A Psychologist Tells Her Own Story of Schizophrenia

FEBRUARY 2019

BY LOIS MAHARG

Arnhild Lauveng has written the kind of mental health book I like to read: an intimate account of lived experience and insight from a person who recovered her health and became what she wanted to be.

But Lauveng’s diagnosis was schizophrenia, and schizophrenia is understood by many to be an illness from which a person never fully recovers. Is it possible to become a “former schizophrenic,” as Lauveng, a Norwegian psychologist, describes herself at the beginning of her book? To live independently and have a rewarding career without the help of medication?

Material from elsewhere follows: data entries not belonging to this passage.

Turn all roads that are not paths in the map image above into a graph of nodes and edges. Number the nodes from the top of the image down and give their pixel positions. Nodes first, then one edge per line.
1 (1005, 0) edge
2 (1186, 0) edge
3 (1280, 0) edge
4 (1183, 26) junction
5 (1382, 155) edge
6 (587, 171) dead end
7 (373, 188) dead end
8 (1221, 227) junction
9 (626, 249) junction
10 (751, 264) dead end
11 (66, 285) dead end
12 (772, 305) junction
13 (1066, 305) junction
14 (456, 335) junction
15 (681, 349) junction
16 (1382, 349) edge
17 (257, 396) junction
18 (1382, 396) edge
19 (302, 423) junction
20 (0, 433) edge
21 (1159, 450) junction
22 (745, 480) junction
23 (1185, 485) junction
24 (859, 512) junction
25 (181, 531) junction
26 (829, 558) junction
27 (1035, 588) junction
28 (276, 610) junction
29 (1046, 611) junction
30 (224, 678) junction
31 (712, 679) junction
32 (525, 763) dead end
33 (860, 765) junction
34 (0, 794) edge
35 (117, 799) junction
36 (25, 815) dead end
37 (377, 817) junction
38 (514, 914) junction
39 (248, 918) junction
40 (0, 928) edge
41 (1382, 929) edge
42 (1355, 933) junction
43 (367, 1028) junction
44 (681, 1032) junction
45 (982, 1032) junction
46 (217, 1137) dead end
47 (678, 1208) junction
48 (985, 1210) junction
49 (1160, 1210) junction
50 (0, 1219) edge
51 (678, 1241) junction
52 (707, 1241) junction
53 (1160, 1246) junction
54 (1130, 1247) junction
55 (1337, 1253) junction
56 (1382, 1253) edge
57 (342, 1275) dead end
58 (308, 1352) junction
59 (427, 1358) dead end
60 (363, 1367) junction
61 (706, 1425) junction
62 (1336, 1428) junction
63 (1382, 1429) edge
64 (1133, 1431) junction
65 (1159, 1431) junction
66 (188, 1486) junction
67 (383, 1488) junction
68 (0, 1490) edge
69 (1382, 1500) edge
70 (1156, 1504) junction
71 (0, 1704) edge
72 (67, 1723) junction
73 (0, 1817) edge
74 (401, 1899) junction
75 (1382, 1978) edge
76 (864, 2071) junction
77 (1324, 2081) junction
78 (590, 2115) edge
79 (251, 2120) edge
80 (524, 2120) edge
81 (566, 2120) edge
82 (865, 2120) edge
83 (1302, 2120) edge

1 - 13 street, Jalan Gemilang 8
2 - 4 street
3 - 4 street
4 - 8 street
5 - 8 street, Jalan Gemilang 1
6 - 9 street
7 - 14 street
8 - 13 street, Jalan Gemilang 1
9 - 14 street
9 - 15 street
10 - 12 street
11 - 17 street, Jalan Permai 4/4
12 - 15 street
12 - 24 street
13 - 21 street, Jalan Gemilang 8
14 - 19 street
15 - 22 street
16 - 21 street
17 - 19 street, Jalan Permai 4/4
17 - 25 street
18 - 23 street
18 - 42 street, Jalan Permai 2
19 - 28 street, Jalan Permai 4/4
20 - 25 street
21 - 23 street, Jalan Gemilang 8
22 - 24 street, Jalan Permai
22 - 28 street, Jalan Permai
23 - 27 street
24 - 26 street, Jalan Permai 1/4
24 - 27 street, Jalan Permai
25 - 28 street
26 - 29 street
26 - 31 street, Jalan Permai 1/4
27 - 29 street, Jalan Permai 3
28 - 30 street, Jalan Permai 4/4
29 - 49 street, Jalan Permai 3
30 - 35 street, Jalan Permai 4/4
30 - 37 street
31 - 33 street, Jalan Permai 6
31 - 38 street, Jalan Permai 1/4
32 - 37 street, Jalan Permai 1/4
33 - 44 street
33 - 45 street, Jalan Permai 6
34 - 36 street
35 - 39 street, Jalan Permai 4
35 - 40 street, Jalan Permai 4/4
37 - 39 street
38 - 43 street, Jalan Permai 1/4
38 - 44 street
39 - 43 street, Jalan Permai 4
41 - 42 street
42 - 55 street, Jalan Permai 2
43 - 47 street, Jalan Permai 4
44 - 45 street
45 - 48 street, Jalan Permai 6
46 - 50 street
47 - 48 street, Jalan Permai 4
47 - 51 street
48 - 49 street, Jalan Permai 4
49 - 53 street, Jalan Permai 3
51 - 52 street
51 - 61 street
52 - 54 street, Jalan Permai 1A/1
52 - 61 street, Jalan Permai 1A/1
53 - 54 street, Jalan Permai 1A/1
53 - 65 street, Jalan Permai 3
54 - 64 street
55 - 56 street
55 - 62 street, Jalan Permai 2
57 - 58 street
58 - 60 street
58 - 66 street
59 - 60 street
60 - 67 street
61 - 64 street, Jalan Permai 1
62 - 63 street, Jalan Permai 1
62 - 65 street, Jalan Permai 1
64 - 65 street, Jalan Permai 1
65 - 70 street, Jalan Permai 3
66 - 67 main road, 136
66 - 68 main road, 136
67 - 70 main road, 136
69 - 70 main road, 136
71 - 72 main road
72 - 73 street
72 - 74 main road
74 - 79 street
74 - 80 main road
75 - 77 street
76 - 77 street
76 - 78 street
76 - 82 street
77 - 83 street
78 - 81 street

Lauveng’s memoir, “A Road Back from Schizophrenia,” is a testimony to her claim that sometimes it is. As she recounts her struggles, we believe in her story and can only imagine the years of therapy and self-reflection that went into making the inexplicable understandable to us.

Early Warning Signs

Her sickness started when she was 14 or 15. But she “suffered from suicidal thoughts and distorted senses for years before anyone knew that [she] was becoming a schizophrenic,” she wrote. The illness developed slowly, preceded by bullying at school, discomfort with her peers and more and more time spent alone.

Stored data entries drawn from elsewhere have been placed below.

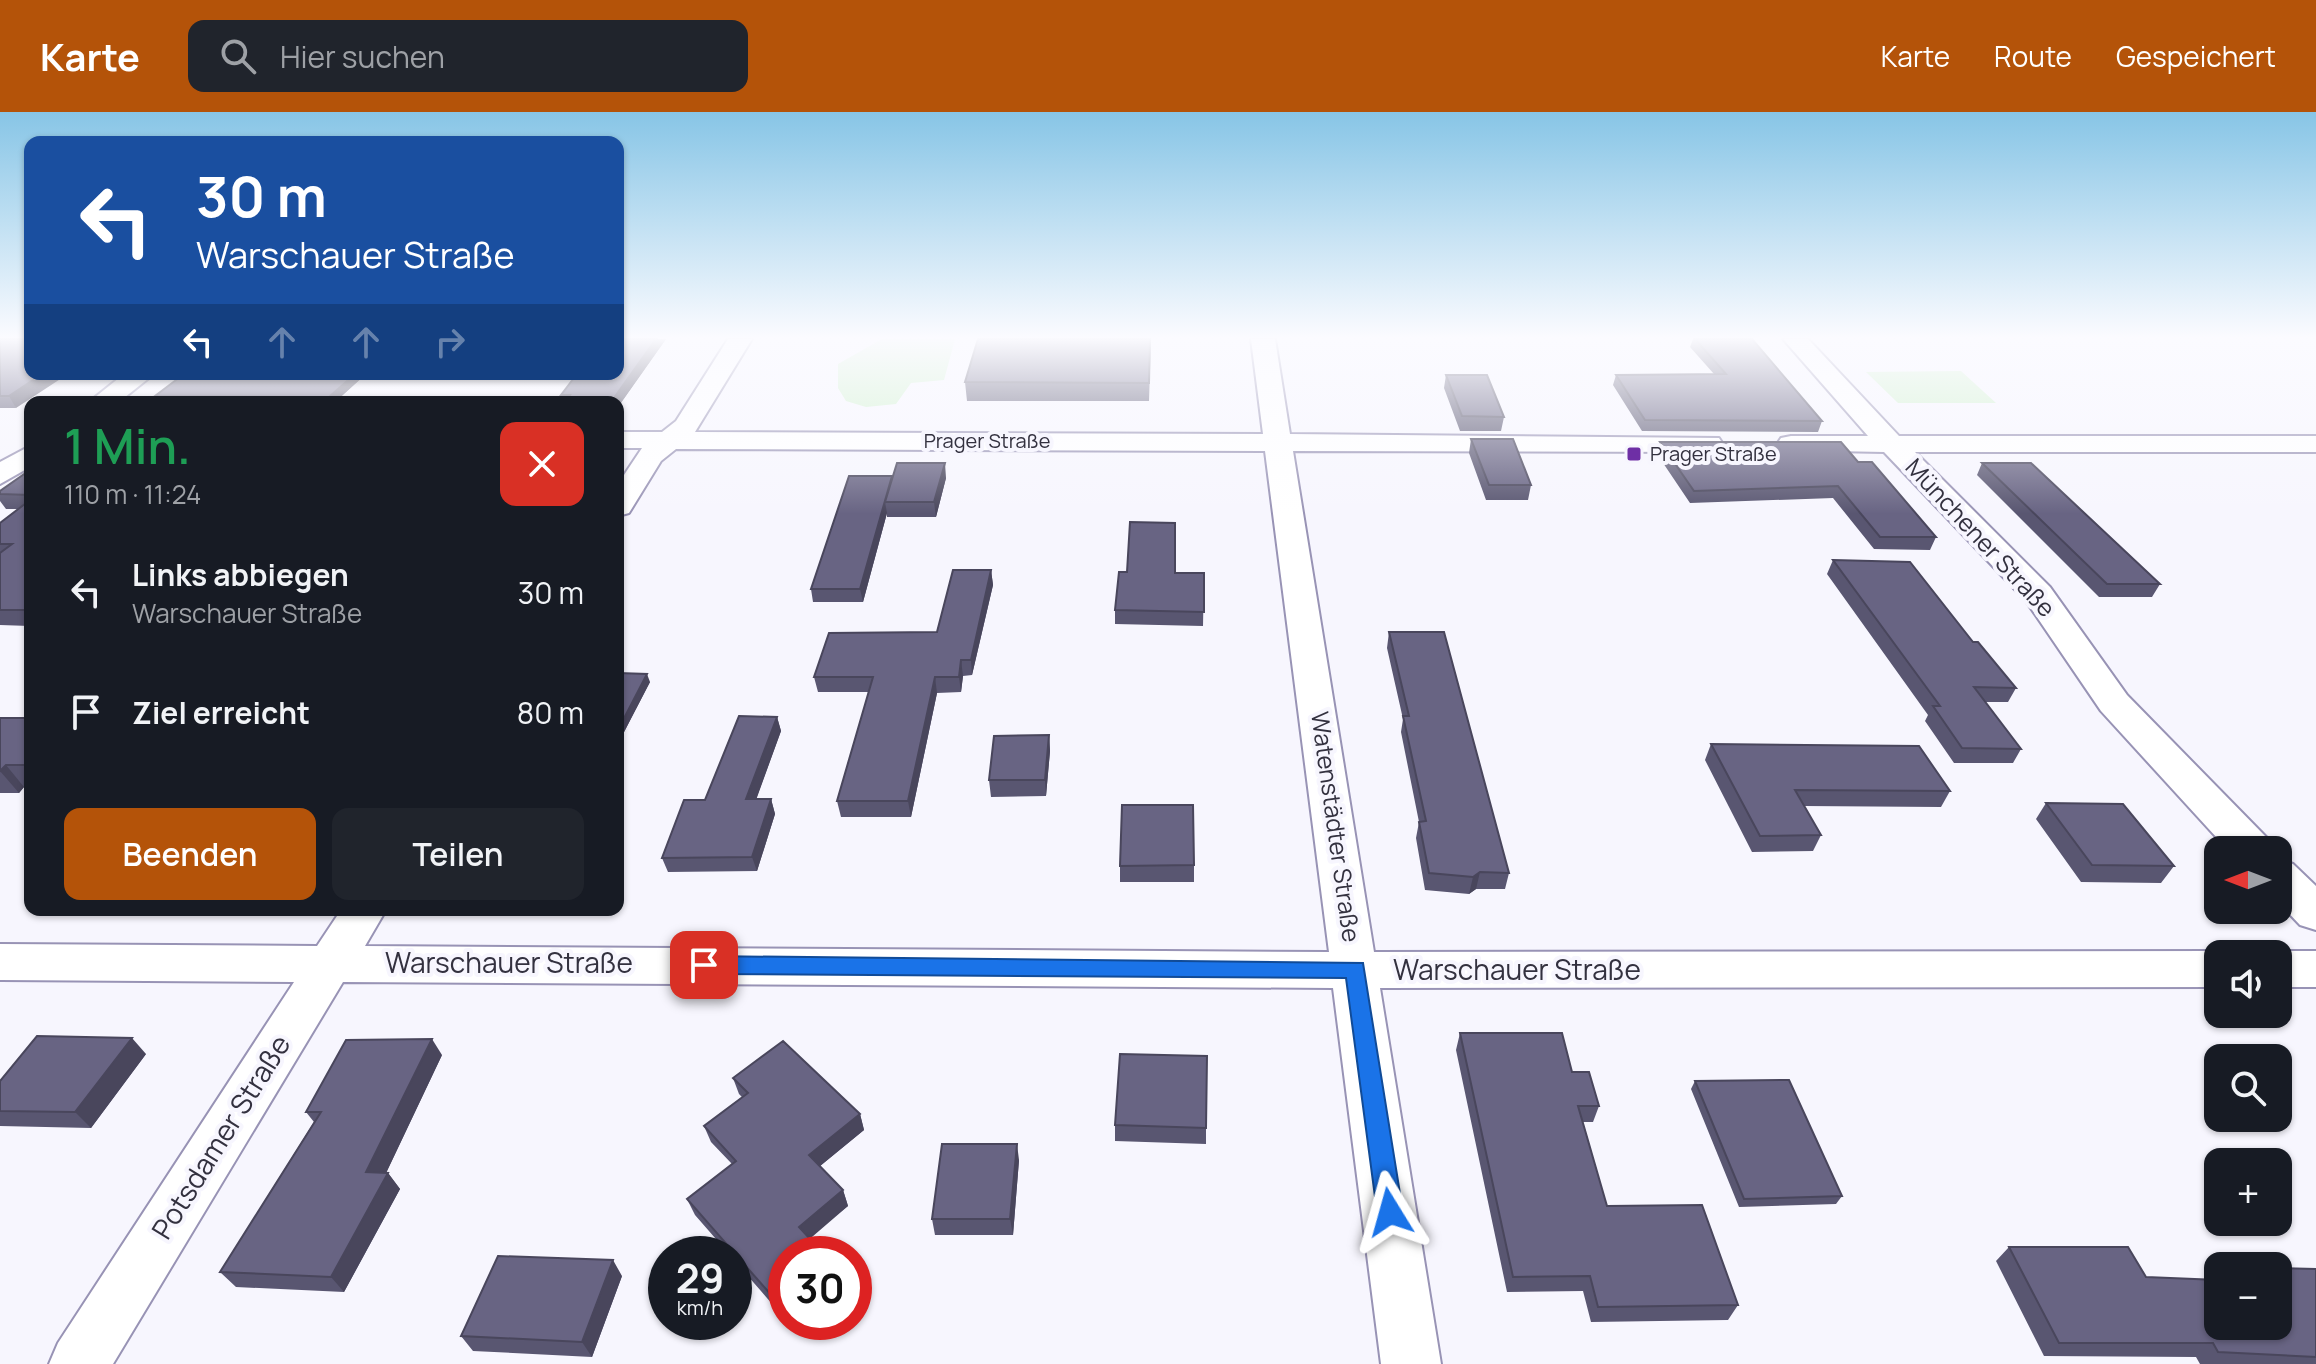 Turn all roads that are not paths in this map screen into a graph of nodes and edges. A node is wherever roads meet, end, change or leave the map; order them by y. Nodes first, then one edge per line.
1 (704, 397) edge
2 (1272, 397) edge
3 (1848, 397) edge
4 (0, 438) edge
5 (24, 438) edge
6 (624, 440) edge
7 (668, 440) junction
8 (1279, 442) junction
9 (1739, 444) edge
10 (1770, 444) edge
11 (1891, 444) junction
12 (2316, 444) edge
13 (24, 458) edge
14 (0, 475) edge
15 (624, 497) edge
16 (2240, 836) edge
17 (2292, 889) edge
18 (2316, 913) edge
19 (360, 916) edge
20 (0, 962) edge
21 (331, 962) junction
22 (2204, 969) edge
23 (2292, 969) edge
24 (2316, 969) edge
25 (1355, 970) junction
26 (79, 1364) edge
27 (1411, 1364) edge

1 - 7 street
2 - 8 street, Watenstädter Straße
3 - 11 street, Münchener Straße
4 - 5 street
6 - 7 street, Prager Straße
7 - 8 street, Prager Straße
7 - 15 street
8 - 9 street, Prager Straße
8 - 25 street, Watenstädter Straße
10 - 11 street
11 - 12 street
11 - 16 street, Münchener Straße
13 - 14 street
17 - 18 street
19 - 21 street, Potsdamer Straße
20 - 21 street, Warschauer Straße
21 - 25 street, Warschauer Straße
21 - 26 street, Potsdamer Straße
22 - 25 street, Warschauer Straße
23 - 24 street
25 - 27 street, Watenstädter Straße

“I think the main warning signal was my identity — the safety of knowing that I was an ‘I’ — was starting to crumble,” she wrote. “I became increasingly insecure about whether or not I really existed, or if I was only a character in a book or a being someone had made up. I was no longer certain of who was controlling my thoughts and actions.”

Sensory information became distorted, too. Inanimate objects such as houses looked menacing. Walking to work one day, she waited for half an hour to cross the street, unable to judge the distance to the cars. “The edge of the curb seemed like a bottomless cliff that would kill me if I fell off it.”

Voices and Hallucinations

Her response to these frightening developments was to try to excel even more at school and sleep less in order to devote more time to her studies. Then she began hearing voices. One in particular — whom she called the Captain — took control of her life, mercilessly driving her to work harder and harder and hitting her when she failed to live up to his standards. “I knew — I saw — that it was my own hand hitting me, but it felt like someone else was steering my hand. . . . When the Captain hit me, my experience was that he was the one doing the beating.”

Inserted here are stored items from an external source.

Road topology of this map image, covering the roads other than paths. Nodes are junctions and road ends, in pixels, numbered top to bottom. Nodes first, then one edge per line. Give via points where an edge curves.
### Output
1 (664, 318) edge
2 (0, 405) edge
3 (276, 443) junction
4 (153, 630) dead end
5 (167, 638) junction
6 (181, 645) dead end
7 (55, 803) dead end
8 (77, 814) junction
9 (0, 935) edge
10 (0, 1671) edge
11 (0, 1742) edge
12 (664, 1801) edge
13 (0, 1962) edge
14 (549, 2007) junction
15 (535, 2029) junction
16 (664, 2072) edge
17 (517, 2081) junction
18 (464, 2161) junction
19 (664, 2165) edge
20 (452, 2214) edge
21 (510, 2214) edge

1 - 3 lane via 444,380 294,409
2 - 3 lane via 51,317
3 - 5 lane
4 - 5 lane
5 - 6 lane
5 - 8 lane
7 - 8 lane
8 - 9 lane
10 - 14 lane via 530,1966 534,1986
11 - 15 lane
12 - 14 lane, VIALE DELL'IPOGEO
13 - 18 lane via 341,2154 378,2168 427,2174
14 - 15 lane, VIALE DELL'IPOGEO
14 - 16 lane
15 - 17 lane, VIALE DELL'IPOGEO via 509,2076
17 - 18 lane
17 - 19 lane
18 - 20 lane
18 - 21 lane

Her situation continued to deteriorate. Lauveng started hallucinating wolves and crocodiles at school. One day she was discovered in the girls’ bathroom hitting her face, biting her hands, and knocking her head against the wall to make the voices stop.

Hospitalizations

Lauveng’s first hospitalization occurred when she was 17. “After that, it was back and forth, in and out, with shorter and longer stays” for about 10 years.

Lauveng’s encounters with police officers and hospital personnel are a study in the best and worst traits found in people in positions of authority in mental health and law enforcement settings. While she had mostly kind “helpers” along the way, a few police officers and psychiatric nurses were cruel and abusive, adding to Lauveng’s sense of powerlessness and shame about her condition.

Losing Hope

But mistreatment at the hands of police and hospital personnel was not what most hindered her recovery. For Lauveng, who recognizes that her worst symptoms — cutting her arms and legs repeatedly with glass and other sharp objects and eating napkins and paper plates — could well have marked her as a person with little hope of recovery, the worst thing about the treatment she received was that “none of the people around me really believed in my dream, or that it was possible for me to achieve it.” Instead, they urged her to adopt a more “realistic” goal: understand that she had a chronic disease and learn to live within her limitations. This, for Lauveng, was tantamount to a death sentence. Indeed, she attempted suicide three times.

A Road to Recovery

But most of the time, Lauveng continued to long for — and, stubbornly, to believe she was capable of — the same things we all want: “life, development, growth, a good every day for me and the people I care about, understanding, safety, relationships with other people.”

And finally she met up with a caseworker who believed in her dream and wrote up a plan that took her from where she was to the psychologist she eventually became.

This memoir is a reminder that where mental illness is concerned, everyone’s situation is a little bit different. And, in Lauveng’s words, “Anyone who wants should be allowed to hope in a better future, no matter if that hope is realistic or not. . . . Some dreams do come true.”

One thought on “A Psychologist Tells Her Own Story of Schizophrenia

  1. Did Arnhild Lauveng recover through talk therapy? I read the book (A roadback from Schizophrenia) and she talks about kind people that helped her, but she never says how she recovered. In the US there are seldomly places where our loved ones can spend years with caring professionals to talk to, to learn how to overcome this illness.